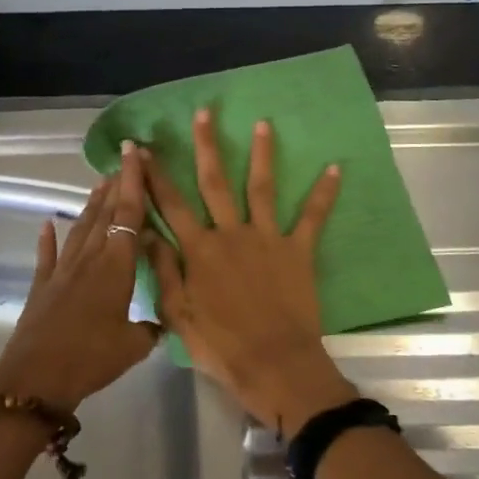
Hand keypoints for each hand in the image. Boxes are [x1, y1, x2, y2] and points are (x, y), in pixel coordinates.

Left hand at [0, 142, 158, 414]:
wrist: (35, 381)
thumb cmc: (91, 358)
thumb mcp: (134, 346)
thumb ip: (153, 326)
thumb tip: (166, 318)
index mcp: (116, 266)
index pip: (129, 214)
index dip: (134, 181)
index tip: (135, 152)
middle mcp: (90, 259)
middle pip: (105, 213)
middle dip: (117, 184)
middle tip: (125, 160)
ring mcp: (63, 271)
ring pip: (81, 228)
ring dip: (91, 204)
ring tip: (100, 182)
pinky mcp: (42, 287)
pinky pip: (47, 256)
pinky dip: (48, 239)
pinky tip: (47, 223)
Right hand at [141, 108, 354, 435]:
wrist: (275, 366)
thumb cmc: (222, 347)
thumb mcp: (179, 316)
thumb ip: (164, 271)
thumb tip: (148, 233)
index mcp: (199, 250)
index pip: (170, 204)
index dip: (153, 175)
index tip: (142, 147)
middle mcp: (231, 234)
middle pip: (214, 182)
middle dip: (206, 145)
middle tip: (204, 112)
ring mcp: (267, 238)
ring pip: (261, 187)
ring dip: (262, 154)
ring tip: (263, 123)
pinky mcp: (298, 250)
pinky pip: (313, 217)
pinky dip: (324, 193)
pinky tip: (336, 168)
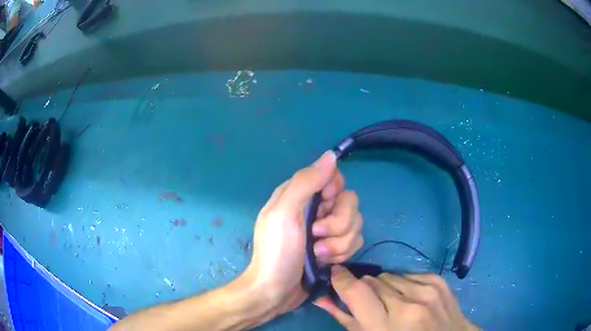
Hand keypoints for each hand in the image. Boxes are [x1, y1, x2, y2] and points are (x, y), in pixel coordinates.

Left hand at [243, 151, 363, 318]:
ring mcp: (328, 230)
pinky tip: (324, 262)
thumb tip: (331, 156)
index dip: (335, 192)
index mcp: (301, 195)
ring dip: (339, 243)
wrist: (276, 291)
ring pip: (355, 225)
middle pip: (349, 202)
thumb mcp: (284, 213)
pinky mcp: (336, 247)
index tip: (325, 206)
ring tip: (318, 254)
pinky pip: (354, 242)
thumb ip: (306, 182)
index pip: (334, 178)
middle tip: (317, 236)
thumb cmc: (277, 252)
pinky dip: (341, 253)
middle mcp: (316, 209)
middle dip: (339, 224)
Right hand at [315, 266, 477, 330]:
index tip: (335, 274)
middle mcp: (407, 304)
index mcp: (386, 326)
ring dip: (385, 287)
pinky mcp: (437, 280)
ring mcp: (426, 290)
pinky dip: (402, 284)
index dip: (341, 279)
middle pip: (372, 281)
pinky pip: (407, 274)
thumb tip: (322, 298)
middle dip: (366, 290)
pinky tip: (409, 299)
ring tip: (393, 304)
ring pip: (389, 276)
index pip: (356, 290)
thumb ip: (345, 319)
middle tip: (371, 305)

▸ Exercise objective: When restating the records word for word, omit any picture they contain.

▸ Reply:
Hand keypoints for each hand in the image. Boxes are [x1, y1, x2, y2] and points are (x, y), in pixel coordinates.

Left hand at [0, 142, 158, 414]:
wrist: (35, 381)
thumb cmc: (91, 358)
thumb mcp: (134, 346)
thumb ip: (153, 326)
thumb tip: (166, 318)
index mcp: (116, 266)
index pip: (129, 214)
index dip: (134, 181)
index tip: (135, 152)
middle mcp: (90, 259)
middle pip: (105, 213)
middle dip: (117, 184)
middle tip: (125, 160)
ring mcp: (63, 271)
ring pip: (81, 228)
ring dip: (91, 204)
ring tip: (100, 182)
pinky mcp: (42, 287)
pinky pip: (47, 256)
pinky dip: (48, 239)
pinky tip: (47, 223)
Right hand at [141, 108, 354, 435]:
wrist: (275, 366)
thumb cmc: (222, 347)
thumb mcp: (179, 316)
thumb ip: (164, 271)
thumb tip: (148, 233)
index mcp: (199, 250)
index pip: (170, 204)
index dip: (153, 175)
index tip: (142, 147)
middle mcp: (231, 234)
middle pip: (214, 182)
middle dip: (206, 145)
middle tip: (204, 112)
ring mcp: (267, 238)
ring pip: (261, 187)
ring dip: (262, 154)
ring tip: (263, 123)
pinky mcp: (298, 250)
pinky pip: (313, 217)
pinky dip: (324, 193)
pinky tip: (336, 168)
Hand keypoints for each hand in the image. Boxes are [x1, y1, x2, y2] and points are (x, y), in pixel coordinates.

Left hand at [243, 151, 363, 318]:
ring mcp: (328, 230)
pinky tip: (324, 262)
thumb tip: (331, 156)
index dip: (335, 192)
index mcp: (301, 195)
ring dip: (339, 243)
wrist: (276, 291)
ring pip: (355, 225)
middle pip: (349, 202)
thumb mcp: (284, 213)
pinky mcp: (336, 247)
index tip: (325, 206)
ring tip: (318, 254)
pinky pip: (354, 242)
thumb ip: (306, 182)
index pip: (334, 178)
middle tip: (317, 236)
thumb cmc: (277, 252)
pinky dip: (341, 253)
middle mcp: (316, 209)
middle dip: (339, 224)
Right hand at [315, 266, 477, 330]:
index tip: (335, 274)
middle mcp: (407, 304)
index mcp: (386, 326)
ring dip: (385, 287)
pinky mcp: (437, 280)
ring mcp: (426, 290)
pinky dip: (402, 284)
index dip: (341, 279)
middle pip: (372, 281)
pinky pip: (407, 274)
thumb tip: (322, 298)
middle dip: (366, 290)
pinky tip: (409, 299)
ring tip: (393, 304)
ring pip: (389, 276)
index pip: (356, 290)
thumb ip: (345, 319)
middle tip: (371, 305)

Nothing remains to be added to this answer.